Sea como fuere, la realidad actualmente sólo es una: el ganador de cuatro Óscars está siendo abocado a una suerte de muerte artística por quienes en su día soñaban con trabajar con él. Colin Firth, Ellen Page… han sido contagiados por la onda expansiva que ha supuesto la bomba #Metoo y hoy, un cuarto de siglo después de la denuncia, sin la irrupción de nuevas informaciones ni de ninguna otra prueba, se muestran arrepentidos de haberse puesto en manos del director como si se acabaran de enterar de lo ocurrido.

¿Qué ha cambiado en todo este tiempo? La atmósfera. En los noventa, la sociedad se escandalizó en mayor medida con el idilio entre el cineasta y Soon-Yi, separados por más de veinte años, que con la acusación que planeaba sobre su persona de haber abusado de su hija. Sin embargo, últimamente, movimientos como el #Metoo han precipitado que Hollywood, ese oasis de moralidad, esté dando la espalda a uno de sus miembros de mayor reputación. Logrando que cualquier acusación adquiera la categoría de hecho probado, estas corrientes de denuncia muchas veces con sus gritos desmedidos cristalizan tendencias contrarias a sus fundamentos: en lugar de provocar que las víctimas sean escuchadas, toman como verdaderos todos los testimonios inculpatorios, olvidando que el sistema judicial, que en ocasiones falla ­–en ambos sentidos­–, debe atesorar un sustento real. Si no, estamos perdidos.

Y, entretanto, aquí todo el mundo se sube al carro. Son tiempos de denuncia y de hashtag.

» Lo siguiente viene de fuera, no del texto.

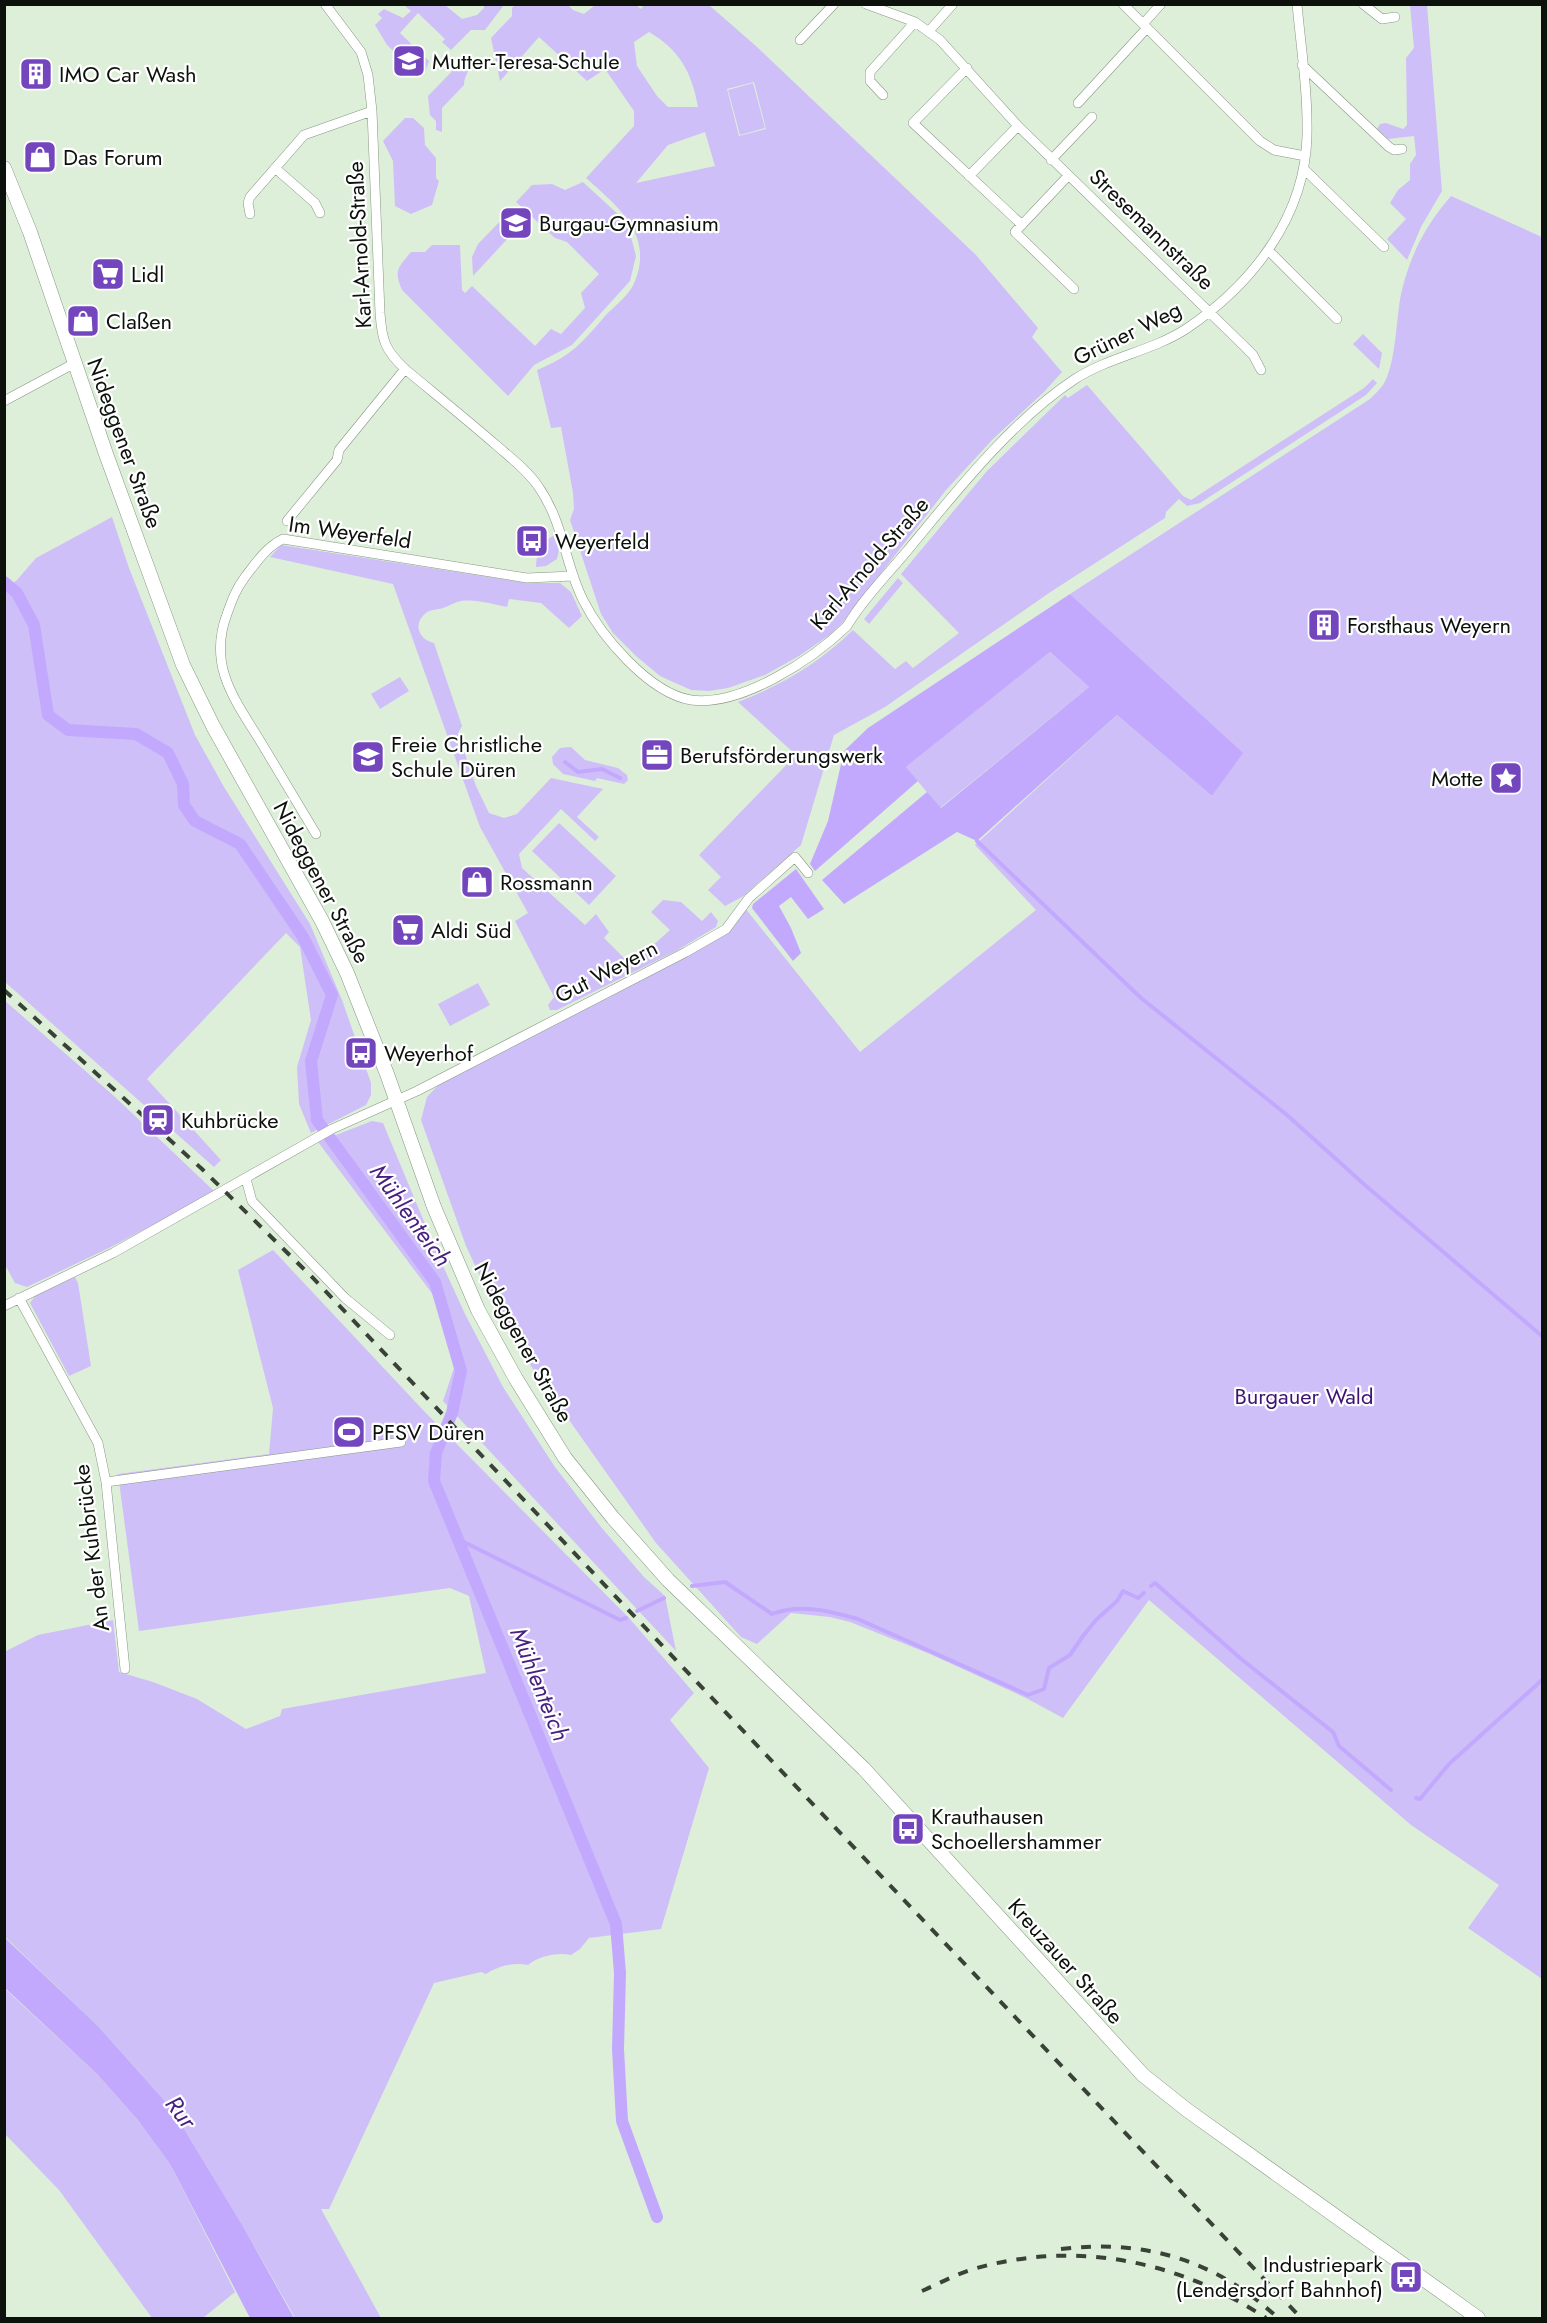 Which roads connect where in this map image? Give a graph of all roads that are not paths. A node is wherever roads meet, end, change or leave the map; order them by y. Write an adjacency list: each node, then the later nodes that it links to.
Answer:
1 (325, 4): 18 (street, Karl-Arnold-Straße)
2 (834, 4): 13 (street)
3 (866, 4): 10 (street, Stresemannstraße)
4 (953, 4): 12 (street)
5 (1124, 4): 11 (street)
6 (1161, 4): 11 (street)
7 (1297, 4): 14 (street, Grüner Weg)
8 (1364, 4): 9 (street)
9 (1395, 17)
10 (915, 22): 12 (street, Stresemannstraße); 16 (street)
11 (1145, 26): 17 (street); 22 (street)
12 (929, 31): 15 (street, Stresemannstraße)
13 (800, 40)
14 (1302, 65): 21 (street); 22 (street, Grüner Weg)
15 (967, 68): 20 (street, Stresemannstraße); 27 (street)
16 (883, 95)
17 (1078, 103)
18 (372, 111): 25 (street); 38 (street, Karl-Arnold-Straße)
19 (1092, 117): 23 (street)
20 (1018, 126): 23 (street, Stresemannstraße); 27 (street)
21 (1402, 149)
22 (1305, 156): 26 (street, Grüner Weg)
23 (1052, 160): 28 (street, Stresemannstraße)
24 (4, 168): 37 (main road, Nideggener Straße)
25 (275, 168): 29 (street, Karl-Arnold-Straße); 30 (street)
26 (1304, 169): 32 (street); 33 (street, Grüner Weg)
27 (969, 176): 31 (street)
28 (1068, 176): 31 (street, Stresemannstraße); 35 (street, Stresemannstraße)
29 (320, 213)
30 (250, 214)
31 (1022, 225): 34 (street)
32 (1384, 247)
33 (1269, 251): 35 (street, Grüner Weg); 36 (street)
34 (1074, 289)
35 (1209, 311): 39 (street, Grüner Weg); 40 (street, Grüner Weg)
36 (1337, 319)
37 (75, 363): 41 (street); 46 (main road, Nideggener Straße)
38 (405, 369): 42 (street); 43 (street, Karl-Arnold-Straße)
39 (1261, 370)
40 (1061, 389): 43 (street, Karl-Arnold-Straße)
41 (4, 401)
42 (287, 521)
43 (573, 576): 44 (street, Im Weyerfeld)
44 (316, 834)
45 (808, 873): 46 (street, Gut Weyern)
46 (396, 1101): 47 (street); 53 (main road, Nideggener Straße)
47 (246, 1179): 48 (street); 50 (street)
48 (19, 1298): 49 (street); 52 (street, An der Kuhbrücke)
49 (4, 1306)
50 (390, 1335)
51 (401, 1442): 52 (street)
52 (106, 1482): 54 (street, An der Kuhbrücke)
53 (668, 1580): 55 (main road, Kreuzauer Straße)
54 (125, 1669)
55 (1478, 2319)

De talante más que de talento. Allen se ha convertido en la imagen de un sistema opresor que tiraniza a muchos de sus integrantes, quienes, paradójicamente, poseen los poderes y la legitimidad de un juez, un abogado o un Dios para sentenciarle por sus Delitos y faltas, basándose en una obra (genial) en la que abunda lo políticamente incorrecto, como si, por la misma regla de tres, Tarantino pudiera ser culpado de psicópata y Copola, de mafioso. O de importador de aceite de oliva.

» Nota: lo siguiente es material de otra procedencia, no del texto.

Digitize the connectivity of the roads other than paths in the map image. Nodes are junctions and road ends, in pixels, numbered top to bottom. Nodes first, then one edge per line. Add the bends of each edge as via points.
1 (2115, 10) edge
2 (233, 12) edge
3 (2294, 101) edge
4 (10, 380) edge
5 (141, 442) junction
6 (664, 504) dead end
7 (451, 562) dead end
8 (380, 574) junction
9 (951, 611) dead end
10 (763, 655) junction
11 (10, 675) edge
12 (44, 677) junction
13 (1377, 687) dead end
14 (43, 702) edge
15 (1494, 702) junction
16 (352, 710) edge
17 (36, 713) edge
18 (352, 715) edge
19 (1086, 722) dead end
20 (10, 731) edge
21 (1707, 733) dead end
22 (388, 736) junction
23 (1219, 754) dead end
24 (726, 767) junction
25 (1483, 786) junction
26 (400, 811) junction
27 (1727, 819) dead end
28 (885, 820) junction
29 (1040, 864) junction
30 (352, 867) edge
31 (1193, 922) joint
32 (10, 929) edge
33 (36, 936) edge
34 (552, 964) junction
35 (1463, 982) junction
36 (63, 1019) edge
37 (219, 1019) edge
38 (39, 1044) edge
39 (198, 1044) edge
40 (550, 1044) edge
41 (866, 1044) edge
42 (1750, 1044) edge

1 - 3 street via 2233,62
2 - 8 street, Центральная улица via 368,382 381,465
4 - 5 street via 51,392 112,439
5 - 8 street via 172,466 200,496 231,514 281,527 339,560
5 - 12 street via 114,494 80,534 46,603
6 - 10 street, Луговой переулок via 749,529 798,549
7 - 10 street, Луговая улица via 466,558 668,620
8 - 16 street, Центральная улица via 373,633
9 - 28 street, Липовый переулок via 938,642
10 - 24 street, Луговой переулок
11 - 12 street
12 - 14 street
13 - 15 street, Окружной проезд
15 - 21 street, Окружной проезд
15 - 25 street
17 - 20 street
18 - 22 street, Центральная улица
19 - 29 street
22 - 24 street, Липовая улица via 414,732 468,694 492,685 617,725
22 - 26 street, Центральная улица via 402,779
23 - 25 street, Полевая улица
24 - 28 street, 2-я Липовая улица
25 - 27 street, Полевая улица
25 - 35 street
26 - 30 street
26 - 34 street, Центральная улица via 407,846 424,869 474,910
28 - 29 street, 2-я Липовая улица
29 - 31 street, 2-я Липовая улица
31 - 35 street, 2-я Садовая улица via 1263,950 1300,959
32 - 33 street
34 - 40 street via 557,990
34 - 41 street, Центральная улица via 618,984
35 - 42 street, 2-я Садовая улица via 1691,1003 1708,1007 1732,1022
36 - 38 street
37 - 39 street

Lo confieso: a veces me pienso que conozco a Woody Allen. Pero no es así. Y por eso no puedo juzgarle. De la misma forma que tampoco sospecho de la vida privada del médico, basurero e ingeniero que intenta cumplir con su trabajo y  no ha sido enjuiciado. Porque, al final, la obra, si es buena, transciende a su autor. Y Manhattan siempre trascenderá a Wood. Aunque nos cueste reconocerlo.